Après des débuts remarqués, le défenseur Dean Huijsen traverse une passe difficile au Real Madrid et livre une autocritique rare.
Il y a quelques semaines à peine, Dean Huijsen faisait figure de révélation. À seulement 20 ans, le défenseur central semblait avoir débarqué au Real Madrid avec la maturité d'un vétéran. Les compliments pleuvaient. Le staff était conquis. Les supporters voyaient en lui un futur pilier de la défense merengue. Mais le football va vite. Très vite.

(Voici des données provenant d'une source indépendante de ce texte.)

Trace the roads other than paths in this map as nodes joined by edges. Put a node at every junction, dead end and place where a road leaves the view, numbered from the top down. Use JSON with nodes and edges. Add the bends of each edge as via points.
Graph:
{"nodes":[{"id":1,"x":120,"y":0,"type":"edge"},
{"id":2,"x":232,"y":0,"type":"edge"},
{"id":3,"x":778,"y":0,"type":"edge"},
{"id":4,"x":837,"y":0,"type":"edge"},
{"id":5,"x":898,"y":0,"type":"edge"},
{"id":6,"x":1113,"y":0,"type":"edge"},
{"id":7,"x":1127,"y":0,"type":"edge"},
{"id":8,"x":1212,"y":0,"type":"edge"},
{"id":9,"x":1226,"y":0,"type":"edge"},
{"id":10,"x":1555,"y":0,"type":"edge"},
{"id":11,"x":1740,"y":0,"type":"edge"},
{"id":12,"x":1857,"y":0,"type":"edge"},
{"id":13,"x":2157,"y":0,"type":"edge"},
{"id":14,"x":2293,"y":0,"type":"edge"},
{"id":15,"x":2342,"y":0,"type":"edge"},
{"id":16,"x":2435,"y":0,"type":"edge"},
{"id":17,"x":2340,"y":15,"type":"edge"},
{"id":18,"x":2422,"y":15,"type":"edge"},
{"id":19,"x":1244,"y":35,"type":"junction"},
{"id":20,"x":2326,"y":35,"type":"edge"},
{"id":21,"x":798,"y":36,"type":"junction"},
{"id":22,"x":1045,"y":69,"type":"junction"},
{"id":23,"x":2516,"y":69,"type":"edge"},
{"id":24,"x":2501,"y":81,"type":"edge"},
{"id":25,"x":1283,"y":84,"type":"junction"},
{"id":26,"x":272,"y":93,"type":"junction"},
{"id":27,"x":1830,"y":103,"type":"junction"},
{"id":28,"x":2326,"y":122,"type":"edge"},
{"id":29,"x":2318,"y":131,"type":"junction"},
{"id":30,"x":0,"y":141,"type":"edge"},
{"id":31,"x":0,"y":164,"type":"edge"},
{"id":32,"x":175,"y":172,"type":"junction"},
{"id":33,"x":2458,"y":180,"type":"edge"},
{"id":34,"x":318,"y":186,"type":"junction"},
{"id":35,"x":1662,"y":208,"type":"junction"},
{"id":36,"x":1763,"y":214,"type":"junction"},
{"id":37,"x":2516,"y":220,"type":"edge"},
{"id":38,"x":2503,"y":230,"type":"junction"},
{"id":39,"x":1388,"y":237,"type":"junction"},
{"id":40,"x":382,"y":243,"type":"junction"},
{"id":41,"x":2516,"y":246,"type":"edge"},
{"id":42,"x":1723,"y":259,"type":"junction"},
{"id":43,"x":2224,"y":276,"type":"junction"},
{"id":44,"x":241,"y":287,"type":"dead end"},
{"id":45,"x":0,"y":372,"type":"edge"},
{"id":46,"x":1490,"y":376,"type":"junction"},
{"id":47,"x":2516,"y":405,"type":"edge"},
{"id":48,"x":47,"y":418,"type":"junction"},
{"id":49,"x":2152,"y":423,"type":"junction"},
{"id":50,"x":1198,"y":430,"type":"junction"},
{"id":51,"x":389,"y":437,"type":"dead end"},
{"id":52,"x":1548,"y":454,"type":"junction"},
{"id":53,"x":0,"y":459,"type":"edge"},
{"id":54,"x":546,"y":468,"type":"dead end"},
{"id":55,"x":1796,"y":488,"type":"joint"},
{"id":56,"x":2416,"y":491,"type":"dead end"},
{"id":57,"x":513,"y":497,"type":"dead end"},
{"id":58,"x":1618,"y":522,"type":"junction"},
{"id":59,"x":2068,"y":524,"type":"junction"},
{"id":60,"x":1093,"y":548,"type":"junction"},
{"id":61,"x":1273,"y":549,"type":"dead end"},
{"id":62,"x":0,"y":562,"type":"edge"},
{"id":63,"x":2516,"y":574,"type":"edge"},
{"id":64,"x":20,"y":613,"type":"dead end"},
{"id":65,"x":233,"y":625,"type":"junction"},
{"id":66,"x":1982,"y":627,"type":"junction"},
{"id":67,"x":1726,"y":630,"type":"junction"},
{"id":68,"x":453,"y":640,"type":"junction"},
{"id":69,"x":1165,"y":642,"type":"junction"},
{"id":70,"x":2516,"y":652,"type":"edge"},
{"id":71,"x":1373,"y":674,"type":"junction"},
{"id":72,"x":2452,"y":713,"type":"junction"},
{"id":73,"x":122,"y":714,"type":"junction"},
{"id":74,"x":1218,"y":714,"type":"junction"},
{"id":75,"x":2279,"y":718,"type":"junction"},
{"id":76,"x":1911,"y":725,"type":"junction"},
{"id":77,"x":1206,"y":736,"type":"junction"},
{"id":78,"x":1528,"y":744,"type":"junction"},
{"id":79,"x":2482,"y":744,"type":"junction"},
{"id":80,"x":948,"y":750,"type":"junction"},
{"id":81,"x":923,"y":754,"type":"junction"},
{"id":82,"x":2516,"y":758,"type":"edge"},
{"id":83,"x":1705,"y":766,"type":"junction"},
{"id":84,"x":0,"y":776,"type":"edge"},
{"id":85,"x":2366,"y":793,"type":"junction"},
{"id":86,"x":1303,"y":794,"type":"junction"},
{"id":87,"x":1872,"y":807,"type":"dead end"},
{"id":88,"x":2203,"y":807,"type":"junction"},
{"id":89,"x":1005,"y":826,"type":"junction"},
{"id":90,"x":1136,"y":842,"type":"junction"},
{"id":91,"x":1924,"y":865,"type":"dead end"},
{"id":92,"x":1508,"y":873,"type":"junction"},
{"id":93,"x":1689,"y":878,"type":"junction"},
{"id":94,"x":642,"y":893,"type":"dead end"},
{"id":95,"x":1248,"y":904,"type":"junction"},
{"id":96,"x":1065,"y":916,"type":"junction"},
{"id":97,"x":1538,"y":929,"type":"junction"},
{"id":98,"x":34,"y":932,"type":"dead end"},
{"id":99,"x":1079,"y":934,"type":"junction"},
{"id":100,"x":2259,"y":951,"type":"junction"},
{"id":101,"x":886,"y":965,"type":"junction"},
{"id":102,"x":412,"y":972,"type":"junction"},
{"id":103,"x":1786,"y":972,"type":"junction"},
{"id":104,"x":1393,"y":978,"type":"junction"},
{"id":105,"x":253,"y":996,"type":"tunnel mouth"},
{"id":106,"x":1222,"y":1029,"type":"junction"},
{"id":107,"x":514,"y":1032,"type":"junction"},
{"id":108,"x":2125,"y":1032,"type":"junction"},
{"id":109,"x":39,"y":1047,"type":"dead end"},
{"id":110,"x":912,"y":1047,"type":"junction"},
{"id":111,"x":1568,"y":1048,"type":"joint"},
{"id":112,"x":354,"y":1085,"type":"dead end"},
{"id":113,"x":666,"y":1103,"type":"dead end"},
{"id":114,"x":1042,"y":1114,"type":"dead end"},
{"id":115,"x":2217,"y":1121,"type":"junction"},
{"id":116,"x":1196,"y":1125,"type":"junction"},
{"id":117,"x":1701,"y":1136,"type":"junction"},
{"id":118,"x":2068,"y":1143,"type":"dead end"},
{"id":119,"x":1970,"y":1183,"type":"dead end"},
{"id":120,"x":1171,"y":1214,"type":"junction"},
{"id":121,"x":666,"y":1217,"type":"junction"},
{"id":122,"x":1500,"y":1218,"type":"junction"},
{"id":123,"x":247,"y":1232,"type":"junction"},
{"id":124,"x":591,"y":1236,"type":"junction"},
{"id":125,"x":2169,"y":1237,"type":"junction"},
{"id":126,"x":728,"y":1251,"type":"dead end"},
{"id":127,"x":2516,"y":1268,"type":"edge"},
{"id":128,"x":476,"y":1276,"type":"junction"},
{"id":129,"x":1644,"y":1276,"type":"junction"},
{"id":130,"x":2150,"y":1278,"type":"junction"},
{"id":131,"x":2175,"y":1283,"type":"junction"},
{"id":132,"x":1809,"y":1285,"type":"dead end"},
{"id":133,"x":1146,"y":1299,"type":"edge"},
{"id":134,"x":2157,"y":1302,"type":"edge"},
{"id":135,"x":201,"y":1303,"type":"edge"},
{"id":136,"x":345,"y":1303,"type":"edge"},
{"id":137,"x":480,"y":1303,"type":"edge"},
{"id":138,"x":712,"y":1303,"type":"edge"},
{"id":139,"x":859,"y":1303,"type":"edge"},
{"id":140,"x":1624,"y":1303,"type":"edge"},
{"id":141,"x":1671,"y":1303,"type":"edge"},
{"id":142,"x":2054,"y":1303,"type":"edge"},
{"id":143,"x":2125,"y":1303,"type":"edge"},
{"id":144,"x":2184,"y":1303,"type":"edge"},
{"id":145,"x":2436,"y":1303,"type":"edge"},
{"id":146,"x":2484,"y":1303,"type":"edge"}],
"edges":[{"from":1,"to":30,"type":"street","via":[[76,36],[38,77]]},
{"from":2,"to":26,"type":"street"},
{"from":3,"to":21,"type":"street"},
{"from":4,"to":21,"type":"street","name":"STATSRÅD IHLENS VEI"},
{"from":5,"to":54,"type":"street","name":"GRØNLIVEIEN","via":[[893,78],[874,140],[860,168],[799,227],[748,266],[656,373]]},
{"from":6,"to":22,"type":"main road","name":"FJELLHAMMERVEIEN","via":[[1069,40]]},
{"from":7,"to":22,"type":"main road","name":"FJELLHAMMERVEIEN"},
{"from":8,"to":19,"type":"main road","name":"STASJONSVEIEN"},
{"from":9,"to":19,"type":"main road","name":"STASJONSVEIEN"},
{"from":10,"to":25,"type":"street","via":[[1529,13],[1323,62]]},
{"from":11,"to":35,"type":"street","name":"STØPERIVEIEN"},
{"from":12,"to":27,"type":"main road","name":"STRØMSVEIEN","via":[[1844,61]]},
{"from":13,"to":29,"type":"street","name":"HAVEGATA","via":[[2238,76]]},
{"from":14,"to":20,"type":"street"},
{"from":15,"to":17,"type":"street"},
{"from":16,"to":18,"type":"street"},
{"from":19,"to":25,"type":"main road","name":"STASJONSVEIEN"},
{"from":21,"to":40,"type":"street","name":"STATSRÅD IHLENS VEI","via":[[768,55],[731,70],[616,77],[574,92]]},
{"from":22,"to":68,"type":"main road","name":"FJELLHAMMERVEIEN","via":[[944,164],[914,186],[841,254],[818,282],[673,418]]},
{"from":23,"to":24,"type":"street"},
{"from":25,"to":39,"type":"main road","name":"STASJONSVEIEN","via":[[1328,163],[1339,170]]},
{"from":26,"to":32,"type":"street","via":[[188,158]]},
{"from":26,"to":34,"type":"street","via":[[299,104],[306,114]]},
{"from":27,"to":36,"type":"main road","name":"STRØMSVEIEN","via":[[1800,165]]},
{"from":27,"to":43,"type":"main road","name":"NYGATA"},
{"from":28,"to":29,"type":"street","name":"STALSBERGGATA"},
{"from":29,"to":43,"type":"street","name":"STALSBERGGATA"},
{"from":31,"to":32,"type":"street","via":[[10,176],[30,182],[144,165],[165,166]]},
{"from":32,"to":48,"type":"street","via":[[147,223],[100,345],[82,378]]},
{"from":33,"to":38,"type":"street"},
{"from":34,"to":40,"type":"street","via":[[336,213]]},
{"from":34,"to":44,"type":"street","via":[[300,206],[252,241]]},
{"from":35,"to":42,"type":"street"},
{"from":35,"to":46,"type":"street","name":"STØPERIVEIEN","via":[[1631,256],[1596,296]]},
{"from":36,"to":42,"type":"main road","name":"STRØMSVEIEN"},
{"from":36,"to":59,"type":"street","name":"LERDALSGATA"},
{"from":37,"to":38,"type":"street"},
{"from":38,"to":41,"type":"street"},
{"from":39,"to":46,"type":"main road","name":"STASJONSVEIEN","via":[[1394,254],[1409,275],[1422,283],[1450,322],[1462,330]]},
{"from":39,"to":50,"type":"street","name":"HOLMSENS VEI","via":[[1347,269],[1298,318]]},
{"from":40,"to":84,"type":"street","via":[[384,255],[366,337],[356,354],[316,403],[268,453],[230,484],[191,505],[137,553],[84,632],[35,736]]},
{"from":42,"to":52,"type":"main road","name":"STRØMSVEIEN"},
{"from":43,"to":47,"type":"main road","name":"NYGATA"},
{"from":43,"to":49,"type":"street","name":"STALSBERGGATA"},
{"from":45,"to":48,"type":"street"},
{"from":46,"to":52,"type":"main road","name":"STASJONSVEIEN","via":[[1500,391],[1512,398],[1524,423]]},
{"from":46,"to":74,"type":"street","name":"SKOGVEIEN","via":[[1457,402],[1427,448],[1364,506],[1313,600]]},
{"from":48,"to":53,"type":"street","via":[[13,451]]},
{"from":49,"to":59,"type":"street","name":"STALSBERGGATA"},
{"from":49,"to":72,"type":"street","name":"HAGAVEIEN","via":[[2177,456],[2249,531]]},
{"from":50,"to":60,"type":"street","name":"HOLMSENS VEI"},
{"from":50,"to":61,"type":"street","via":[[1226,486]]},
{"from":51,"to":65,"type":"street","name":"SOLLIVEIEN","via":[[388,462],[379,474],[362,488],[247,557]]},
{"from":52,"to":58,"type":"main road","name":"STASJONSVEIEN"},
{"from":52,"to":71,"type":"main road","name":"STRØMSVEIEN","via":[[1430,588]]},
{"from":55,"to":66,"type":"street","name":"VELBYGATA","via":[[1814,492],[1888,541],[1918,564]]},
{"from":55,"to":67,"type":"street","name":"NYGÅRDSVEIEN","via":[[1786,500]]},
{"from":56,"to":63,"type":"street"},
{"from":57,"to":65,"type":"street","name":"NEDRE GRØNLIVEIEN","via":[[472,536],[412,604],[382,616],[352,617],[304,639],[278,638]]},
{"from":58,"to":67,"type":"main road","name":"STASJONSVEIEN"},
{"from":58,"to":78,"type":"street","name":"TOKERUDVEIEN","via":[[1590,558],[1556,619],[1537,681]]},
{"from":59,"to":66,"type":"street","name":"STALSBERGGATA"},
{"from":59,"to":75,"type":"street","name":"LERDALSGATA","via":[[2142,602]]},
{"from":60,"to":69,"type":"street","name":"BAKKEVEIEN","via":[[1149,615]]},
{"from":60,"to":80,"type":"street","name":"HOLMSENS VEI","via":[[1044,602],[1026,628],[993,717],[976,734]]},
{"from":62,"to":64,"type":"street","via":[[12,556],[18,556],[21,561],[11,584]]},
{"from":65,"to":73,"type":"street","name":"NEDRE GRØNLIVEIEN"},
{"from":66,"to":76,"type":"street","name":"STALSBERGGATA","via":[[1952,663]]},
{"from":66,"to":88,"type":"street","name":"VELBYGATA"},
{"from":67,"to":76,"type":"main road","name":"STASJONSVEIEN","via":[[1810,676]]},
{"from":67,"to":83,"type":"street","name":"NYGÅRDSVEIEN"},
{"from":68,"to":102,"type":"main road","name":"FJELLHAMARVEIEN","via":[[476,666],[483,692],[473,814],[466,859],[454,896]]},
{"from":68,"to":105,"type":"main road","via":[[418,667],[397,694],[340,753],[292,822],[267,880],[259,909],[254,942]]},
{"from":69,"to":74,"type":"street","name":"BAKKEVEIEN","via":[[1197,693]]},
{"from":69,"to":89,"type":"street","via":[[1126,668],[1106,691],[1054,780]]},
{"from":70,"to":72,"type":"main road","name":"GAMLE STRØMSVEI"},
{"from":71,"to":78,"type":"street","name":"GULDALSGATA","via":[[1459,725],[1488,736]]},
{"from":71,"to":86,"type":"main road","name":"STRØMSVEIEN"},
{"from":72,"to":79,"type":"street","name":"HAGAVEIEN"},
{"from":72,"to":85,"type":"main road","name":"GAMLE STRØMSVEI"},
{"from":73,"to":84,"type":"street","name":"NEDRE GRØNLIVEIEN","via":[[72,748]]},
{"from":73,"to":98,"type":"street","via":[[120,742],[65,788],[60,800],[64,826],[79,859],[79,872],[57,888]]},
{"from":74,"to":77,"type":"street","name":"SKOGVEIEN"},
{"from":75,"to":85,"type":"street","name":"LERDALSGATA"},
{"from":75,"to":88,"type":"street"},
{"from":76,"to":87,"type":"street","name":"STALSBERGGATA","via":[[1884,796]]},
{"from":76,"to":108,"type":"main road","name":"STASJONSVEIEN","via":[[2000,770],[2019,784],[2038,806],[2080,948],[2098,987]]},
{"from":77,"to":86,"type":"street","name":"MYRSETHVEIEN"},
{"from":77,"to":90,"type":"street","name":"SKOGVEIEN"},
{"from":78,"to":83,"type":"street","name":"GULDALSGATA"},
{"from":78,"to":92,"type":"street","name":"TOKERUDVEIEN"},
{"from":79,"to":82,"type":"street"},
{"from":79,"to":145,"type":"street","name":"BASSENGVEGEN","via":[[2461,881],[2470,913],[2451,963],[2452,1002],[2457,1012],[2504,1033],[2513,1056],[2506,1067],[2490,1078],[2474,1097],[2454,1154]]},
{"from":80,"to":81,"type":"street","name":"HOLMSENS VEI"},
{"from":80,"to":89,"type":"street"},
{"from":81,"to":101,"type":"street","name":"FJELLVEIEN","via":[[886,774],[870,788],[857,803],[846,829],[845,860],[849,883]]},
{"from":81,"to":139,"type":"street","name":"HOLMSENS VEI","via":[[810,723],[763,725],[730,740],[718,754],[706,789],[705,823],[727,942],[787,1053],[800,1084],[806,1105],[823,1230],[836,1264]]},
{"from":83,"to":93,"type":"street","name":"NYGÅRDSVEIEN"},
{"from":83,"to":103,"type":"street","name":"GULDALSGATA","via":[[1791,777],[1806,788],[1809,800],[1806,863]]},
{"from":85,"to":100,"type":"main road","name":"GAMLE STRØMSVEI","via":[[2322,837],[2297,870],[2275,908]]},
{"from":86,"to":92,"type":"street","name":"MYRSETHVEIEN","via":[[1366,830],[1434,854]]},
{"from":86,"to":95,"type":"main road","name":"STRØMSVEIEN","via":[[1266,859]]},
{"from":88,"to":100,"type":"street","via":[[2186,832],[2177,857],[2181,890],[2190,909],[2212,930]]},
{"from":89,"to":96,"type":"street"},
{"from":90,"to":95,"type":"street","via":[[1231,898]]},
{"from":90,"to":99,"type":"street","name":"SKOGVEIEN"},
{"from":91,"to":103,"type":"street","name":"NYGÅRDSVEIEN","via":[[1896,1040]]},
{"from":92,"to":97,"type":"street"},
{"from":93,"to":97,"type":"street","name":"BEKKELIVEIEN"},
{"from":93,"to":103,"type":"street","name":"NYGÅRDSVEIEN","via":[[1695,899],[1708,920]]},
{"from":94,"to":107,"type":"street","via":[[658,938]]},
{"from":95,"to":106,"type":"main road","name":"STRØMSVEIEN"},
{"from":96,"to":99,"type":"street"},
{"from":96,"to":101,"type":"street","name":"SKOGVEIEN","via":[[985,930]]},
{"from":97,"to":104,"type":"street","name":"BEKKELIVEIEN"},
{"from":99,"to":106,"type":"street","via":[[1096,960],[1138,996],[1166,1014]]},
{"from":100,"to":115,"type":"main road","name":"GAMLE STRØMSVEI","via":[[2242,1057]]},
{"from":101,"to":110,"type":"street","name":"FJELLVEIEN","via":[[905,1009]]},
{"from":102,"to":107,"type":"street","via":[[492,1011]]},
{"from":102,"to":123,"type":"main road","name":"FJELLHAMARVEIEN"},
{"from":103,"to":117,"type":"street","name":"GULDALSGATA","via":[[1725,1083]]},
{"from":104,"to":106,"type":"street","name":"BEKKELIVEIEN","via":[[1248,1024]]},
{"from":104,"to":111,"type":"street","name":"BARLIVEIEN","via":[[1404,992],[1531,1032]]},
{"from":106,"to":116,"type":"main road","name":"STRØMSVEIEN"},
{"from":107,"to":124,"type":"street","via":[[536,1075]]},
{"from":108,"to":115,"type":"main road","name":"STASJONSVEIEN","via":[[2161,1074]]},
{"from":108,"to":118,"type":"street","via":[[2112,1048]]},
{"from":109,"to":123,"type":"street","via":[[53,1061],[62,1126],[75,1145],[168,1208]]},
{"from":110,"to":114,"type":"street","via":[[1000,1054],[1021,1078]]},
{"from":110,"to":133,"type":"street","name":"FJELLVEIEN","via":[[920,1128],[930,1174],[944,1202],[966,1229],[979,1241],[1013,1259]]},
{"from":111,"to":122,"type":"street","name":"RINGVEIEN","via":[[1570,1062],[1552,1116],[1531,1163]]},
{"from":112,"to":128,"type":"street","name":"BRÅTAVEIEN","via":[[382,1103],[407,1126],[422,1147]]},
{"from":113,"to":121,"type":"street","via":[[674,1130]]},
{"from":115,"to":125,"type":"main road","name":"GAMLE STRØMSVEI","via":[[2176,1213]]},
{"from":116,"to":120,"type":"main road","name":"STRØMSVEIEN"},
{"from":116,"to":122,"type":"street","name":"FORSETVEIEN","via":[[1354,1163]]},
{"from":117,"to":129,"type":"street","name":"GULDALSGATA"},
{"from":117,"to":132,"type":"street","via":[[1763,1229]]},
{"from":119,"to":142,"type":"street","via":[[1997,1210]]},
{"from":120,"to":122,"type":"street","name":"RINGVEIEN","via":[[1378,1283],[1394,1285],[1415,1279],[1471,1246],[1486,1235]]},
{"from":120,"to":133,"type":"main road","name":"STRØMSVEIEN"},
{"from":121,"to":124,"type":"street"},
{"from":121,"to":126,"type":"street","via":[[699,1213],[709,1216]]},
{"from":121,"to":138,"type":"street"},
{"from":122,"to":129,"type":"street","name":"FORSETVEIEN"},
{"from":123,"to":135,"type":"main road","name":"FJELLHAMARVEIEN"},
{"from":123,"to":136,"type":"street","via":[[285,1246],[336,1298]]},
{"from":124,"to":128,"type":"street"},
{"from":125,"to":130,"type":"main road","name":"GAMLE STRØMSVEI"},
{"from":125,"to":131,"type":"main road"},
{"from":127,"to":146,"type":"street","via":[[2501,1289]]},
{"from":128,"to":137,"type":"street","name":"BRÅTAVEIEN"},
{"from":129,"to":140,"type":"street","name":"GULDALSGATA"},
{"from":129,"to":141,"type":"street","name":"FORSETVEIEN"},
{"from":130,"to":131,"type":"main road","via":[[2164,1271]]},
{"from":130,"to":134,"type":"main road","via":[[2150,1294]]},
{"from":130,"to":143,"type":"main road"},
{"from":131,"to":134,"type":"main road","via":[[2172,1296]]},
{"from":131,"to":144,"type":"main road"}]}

Des débuts prometteurs vite rattrapés par la réalité
Arrivé au sein de l'effectif madrilène avec une réputation bâtie sur sa sérénité et sa lecture du jeu, Huijsen avait impressionné lors de ses premières sorties. Sa capacité à relancer proprement, sa solidité dans les duels et son calme balle au pied avaient convaincu les observateurs les plus exigeants. On parlait déjà de lui comme d'un potentiel titulaire indiscutable.
Mais les semaines ont passé. Et avec elles, les premières erreurs, les premiers doutes. Le niveau d'exigence du Real Madrid ne laisse aucune place à l'approximation. Chaque match est un examen. Chaque erreur, scrutée et amplifiée. Pour un jeune défenseur encore en construction, la marche peut s'avérer brutale.
Une autocritique qui force le respect
Ce qui distingue Huijsen dans cette période délicate, c'est sa capacité à regarder les choses en face. Le défenseur hispano-néerlandais n'a pas cherché d'excuses. Il a fait son autocritique avec une franchise désarmante, reconnaissant ses lacunes actuelles et son besoin de progresser. Une posture rare dans le football moderne, où l'ego prend souvent le dessus sur la lucidité.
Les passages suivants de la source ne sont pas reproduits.